A travers un rise and fall qui apparait classique dans sa structure, la Chute d'un caïd s'inscrit dans la lignée des biographies de gangsters comme Baby Face Nelson de Don Siegel, Mitraillette Kelly de Roger Corman, ou Al Capone de Richard Wilson, tous tournés entre 1957 et 1960. L'originalité de ce film réside dans le traitement choisi par Budd Boetticher ; cinéaste de l'action, maître de la série B qui excelle dans le montage vif, la nervosité et le style percutant, Boetticher prouve ici qu'il est aussi doué pour le film de gangster que pour le western.

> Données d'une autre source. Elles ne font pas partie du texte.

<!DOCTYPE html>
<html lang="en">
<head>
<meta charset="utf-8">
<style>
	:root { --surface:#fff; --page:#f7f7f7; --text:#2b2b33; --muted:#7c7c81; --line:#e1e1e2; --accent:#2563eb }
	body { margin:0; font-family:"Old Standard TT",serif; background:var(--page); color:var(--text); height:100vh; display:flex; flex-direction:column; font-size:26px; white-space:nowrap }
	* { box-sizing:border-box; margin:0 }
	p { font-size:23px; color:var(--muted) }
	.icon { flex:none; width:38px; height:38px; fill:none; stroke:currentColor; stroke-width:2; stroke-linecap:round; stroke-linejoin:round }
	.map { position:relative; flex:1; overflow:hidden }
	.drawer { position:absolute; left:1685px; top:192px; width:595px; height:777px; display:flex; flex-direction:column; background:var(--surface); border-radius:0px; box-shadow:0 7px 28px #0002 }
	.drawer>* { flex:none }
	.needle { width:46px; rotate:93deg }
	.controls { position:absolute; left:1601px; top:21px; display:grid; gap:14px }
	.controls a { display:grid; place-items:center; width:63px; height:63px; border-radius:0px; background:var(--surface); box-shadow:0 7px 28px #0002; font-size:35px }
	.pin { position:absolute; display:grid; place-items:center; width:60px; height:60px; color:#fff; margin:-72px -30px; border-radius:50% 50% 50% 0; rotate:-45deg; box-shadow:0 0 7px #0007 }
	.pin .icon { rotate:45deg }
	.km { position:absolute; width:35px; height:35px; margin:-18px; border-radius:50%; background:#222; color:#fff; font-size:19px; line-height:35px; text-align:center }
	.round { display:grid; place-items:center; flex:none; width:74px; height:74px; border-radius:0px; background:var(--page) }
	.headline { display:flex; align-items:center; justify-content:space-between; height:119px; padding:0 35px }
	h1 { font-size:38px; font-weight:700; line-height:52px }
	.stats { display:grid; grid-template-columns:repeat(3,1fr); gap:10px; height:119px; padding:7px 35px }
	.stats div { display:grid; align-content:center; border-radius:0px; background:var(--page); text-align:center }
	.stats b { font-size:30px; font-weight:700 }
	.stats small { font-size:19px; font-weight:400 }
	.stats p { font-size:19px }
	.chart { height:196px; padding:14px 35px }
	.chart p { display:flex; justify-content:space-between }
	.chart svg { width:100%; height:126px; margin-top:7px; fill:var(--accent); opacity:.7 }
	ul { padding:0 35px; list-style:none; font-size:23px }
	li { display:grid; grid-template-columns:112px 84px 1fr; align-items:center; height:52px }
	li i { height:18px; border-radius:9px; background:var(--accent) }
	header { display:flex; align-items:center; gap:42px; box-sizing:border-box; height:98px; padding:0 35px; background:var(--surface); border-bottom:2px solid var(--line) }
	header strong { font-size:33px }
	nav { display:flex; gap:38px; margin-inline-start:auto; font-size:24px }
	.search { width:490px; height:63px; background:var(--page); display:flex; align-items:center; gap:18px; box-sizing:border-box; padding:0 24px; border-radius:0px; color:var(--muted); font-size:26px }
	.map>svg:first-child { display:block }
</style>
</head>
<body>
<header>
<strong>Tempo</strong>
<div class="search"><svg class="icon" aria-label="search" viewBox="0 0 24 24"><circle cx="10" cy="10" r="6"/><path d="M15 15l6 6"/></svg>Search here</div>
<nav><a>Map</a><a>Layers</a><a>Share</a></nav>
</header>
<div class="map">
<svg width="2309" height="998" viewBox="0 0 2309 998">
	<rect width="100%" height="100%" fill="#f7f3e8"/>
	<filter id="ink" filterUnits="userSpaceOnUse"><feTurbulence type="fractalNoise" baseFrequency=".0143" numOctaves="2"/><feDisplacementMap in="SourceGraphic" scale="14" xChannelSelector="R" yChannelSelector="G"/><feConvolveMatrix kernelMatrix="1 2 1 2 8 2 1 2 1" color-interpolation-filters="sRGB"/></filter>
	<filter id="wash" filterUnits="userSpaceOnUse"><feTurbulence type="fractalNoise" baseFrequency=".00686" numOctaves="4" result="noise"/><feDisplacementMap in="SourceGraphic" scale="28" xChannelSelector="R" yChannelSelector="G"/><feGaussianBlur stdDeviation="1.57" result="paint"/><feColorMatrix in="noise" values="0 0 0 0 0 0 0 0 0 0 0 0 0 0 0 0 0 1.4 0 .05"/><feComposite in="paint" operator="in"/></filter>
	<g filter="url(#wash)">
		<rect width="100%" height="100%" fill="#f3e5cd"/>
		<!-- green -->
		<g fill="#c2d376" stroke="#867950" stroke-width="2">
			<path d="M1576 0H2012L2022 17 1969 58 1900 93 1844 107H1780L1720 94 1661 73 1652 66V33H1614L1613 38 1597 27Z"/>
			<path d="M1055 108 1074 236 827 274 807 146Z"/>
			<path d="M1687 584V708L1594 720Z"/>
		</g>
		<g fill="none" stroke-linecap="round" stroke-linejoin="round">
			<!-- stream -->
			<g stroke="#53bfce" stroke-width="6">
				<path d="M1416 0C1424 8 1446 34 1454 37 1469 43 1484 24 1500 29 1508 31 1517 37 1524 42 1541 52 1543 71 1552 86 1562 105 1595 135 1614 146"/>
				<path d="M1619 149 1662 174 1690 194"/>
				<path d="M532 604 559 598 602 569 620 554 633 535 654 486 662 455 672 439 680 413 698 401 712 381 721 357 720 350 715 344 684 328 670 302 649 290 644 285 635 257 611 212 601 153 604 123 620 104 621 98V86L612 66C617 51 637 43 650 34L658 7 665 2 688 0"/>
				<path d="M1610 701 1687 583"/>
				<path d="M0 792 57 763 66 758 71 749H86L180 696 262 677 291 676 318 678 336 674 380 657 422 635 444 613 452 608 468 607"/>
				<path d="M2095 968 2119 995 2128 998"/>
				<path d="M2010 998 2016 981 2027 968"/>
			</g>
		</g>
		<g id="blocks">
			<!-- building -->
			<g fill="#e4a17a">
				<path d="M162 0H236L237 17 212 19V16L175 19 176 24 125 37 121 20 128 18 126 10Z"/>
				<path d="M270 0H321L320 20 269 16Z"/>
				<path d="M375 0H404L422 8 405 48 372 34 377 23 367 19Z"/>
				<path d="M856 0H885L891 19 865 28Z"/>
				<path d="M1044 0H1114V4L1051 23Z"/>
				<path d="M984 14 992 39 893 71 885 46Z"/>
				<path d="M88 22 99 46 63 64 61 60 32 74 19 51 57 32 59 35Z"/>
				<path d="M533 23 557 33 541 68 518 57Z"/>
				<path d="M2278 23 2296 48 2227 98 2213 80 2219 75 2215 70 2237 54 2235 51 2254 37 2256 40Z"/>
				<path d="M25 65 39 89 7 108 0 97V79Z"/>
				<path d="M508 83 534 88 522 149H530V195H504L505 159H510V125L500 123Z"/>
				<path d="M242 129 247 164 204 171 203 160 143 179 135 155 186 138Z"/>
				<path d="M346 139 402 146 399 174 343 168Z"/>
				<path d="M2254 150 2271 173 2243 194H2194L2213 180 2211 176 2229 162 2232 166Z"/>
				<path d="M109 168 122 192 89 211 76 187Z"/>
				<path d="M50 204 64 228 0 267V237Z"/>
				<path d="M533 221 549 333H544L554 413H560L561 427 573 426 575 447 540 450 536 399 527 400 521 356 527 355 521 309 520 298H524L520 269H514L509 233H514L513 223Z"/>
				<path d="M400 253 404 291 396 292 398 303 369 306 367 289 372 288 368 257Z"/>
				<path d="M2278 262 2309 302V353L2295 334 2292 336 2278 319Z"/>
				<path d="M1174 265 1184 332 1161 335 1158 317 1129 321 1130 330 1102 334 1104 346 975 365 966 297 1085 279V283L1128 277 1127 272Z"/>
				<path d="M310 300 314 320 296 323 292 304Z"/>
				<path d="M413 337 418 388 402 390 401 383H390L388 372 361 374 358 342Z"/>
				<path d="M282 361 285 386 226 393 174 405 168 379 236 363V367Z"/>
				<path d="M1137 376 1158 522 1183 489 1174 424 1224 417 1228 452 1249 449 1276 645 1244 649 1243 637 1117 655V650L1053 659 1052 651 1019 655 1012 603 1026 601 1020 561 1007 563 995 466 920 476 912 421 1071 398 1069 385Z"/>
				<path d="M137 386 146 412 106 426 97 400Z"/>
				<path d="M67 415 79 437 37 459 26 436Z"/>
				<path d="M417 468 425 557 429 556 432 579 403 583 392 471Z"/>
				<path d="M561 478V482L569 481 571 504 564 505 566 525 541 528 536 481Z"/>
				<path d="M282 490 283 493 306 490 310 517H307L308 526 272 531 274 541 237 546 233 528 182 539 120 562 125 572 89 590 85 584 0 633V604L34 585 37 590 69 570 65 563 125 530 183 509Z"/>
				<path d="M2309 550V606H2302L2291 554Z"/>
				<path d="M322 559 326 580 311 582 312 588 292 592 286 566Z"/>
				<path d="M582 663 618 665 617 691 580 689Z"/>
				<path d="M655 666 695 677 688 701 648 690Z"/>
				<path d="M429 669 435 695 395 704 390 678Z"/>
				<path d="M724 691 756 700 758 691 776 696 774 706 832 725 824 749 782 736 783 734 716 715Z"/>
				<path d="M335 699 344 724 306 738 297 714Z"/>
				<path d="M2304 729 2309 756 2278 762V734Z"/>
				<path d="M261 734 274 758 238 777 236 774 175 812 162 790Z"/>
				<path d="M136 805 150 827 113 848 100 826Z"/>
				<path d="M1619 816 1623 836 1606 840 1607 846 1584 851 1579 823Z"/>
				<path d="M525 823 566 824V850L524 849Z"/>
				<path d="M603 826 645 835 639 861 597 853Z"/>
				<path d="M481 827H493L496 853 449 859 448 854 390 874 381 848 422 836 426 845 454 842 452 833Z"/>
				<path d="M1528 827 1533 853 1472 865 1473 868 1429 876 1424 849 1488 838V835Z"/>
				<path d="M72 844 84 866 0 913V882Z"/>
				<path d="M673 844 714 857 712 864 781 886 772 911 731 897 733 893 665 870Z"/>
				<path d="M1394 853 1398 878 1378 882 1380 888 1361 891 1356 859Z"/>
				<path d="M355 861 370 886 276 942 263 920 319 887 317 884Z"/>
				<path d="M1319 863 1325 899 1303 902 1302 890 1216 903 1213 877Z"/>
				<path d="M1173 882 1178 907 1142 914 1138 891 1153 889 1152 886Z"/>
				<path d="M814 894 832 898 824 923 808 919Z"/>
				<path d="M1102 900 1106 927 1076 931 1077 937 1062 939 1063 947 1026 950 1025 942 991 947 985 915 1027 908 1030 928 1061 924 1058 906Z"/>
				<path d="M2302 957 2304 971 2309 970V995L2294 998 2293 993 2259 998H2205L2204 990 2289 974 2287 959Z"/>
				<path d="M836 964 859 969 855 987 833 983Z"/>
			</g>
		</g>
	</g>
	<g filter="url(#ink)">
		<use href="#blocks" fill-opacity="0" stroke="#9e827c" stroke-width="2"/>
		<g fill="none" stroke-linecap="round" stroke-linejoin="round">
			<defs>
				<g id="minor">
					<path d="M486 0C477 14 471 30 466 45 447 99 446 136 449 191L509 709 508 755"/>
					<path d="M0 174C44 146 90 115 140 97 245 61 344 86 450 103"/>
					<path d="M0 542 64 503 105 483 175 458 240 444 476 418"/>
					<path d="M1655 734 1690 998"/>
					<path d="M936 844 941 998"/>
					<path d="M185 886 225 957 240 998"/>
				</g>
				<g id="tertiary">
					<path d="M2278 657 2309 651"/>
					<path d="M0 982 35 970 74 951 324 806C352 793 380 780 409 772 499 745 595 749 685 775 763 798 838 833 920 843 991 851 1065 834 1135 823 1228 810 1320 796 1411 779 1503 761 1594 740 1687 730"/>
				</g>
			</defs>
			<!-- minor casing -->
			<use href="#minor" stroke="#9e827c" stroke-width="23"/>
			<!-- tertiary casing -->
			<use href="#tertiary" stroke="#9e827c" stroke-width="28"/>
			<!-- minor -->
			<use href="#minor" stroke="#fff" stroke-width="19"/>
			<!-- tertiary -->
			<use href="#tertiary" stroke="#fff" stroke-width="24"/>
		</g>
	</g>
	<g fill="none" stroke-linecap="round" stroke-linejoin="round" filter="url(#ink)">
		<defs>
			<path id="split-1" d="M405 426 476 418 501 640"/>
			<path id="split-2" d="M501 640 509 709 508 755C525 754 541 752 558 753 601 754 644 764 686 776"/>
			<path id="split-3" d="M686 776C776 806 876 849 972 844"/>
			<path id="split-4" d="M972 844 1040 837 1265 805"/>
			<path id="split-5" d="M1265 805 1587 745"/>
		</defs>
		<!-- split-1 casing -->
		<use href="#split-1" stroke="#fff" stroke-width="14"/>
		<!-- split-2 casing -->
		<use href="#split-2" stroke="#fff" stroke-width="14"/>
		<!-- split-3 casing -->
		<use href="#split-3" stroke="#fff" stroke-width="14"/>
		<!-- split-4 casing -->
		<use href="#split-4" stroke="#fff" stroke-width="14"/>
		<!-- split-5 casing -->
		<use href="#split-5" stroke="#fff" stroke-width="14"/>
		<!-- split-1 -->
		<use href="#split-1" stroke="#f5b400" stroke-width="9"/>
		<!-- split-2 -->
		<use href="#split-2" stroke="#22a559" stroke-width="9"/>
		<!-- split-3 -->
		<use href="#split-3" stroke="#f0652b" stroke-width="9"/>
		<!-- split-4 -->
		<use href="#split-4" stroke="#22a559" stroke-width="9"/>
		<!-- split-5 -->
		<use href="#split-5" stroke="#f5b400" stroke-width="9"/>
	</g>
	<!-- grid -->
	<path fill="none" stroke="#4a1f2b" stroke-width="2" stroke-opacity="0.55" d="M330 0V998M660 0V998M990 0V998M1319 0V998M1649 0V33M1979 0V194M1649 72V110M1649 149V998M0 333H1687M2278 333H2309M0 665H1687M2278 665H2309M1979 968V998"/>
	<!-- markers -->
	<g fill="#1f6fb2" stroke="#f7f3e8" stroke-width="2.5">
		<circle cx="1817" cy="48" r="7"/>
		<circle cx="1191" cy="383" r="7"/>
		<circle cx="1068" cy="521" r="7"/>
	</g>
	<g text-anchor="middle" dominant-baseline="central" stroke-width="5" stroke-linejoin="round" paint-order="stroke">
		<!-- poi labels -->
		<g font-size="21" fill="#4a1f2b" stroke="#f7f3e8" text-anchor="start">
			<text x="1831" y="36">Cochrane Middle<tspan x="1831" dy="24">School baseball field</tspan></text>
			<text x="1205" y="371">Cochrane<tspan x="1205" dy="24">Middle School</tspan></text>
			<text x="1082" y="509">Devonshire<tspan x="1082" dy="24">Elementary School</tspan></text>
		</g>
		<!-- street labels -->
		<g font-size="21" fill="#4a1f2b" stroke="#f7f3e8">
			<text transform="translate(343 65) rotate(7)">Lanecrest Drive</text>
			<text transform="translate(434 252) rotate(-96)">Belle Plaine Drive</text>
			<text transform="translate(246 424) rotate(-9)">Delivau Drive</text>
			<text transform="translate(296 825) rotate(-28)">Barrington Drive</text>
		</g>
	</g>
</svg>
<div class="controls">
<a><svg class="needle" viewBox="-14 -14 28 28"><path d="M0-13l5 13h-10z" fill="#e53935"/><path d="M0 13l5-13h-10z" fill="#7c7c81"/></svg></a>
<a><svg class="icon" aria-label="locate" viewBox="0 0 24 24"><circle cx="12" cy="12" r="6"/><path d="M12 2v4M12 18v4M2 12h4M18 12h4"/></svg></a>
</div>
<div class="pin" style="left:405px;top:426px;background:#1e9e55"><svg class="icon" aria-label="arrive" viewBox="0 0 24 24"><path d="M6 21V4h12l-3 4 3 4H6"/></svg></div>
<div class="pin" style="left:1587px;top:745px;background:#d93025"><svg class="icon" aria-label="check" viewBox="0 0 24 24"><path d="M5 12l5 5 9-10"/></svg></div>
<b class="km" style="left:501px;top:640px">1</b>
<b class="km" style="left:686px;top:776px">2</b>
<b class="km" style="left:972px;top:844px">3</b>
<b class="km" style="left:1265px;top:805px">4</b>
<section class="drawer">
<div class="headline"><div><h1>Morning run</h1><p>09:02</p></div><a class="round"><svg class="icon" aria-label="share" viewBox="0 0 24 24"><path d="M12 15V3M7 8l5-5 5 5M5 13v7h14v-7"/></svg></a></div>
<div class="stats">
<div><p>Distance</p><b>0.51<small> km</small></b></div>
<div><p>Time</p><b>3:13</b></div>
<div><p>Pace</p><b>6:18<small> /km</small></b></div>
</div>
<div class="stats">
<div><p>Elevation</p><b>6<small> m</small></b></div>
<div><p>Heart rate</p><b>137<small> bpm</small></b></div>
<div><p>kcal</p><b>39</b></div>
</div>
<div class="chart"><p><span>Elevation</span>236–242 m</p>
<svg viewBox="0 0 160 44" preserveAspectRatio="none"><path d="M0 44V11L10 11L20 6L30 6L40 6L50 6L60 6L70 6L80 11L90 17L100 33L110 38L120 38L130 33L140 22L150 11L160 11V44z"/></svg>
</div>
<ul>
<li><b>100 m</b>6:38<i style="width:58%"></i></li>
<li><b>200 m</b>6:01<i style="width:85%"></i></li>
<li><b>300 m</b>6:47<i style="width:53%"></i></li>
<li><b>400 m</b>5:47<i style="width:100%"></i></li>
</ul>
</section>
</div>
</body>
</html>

Considérant que les tueries à coups de rafales de mitraillettes Thompson et les scènes de réglement de comptes pouvaient lasser un public qui en avait trop vues, Boetticher a adopté un ton et un style de comédie, à travers un cadre sérieux, mais en traitant les scènes tragiques de manière assez drôle, brisant ainsi les conventions du film de gangster, ce qui donne parfois une touche assez curieuse. Oh mais rassurez-vous, on n'est pas non plus dans la gaudriole qui casse les mythes, le réalisateur a fait d'importantes recherches et est resté très fidèle aux événements réels qu'il relate en livrant à travers son portrait de "Legs" Diamond, un beau panorama du gangstérisme américain, avec différentes phases de l'histoire de la pègre. Diamond au départ verse dans le petit forfait, puis il devient garde du corps, et connait une ascension au milieu des années 20 avec la mise en place d'une véritable organisation criminelle.
Pour incarner ce personnage d'aspect fantasque par moments, mais dans la réalité un véritable gangster cruel, dont le portrait est ici atténué, Ray Danton est tout à fait formidable. Acteur peu connu du grand public, il n'a pas eu une grande carrière qu'il débute en 1955, puis il évolue vers la télévision et ira comme nombre d'acteurs américains de sa génération, faire un tour à Cinecitta pour tourner des polars et des films d'espionnage, avant de se recycler dans la production. Son seul grand titre de gloire est ce rôle de Jack "Legs" Diamond qui l'a vraiment fait connaître du public américain. Sa partenaire est l'aguichante Karen Steele qui avait déja été dirigée par Boetticher dans 3 des 7 westerns tournés avec Randolph Scott (le Vengeur agit au crépuscule, le Courrier de l'or et la Chevauchée de la vengeance). On y découvre pour la première fois la toute jeune Dyan Cannon dans un petit rôle de poule à gangster, on reconnait aussi Simon Oakland en flic du FBI, et Warren Oates dans le rôle du frère de Diamond. Voila donc une de ces petites perles au ton un peu noir, comme il ne faut pas en rater.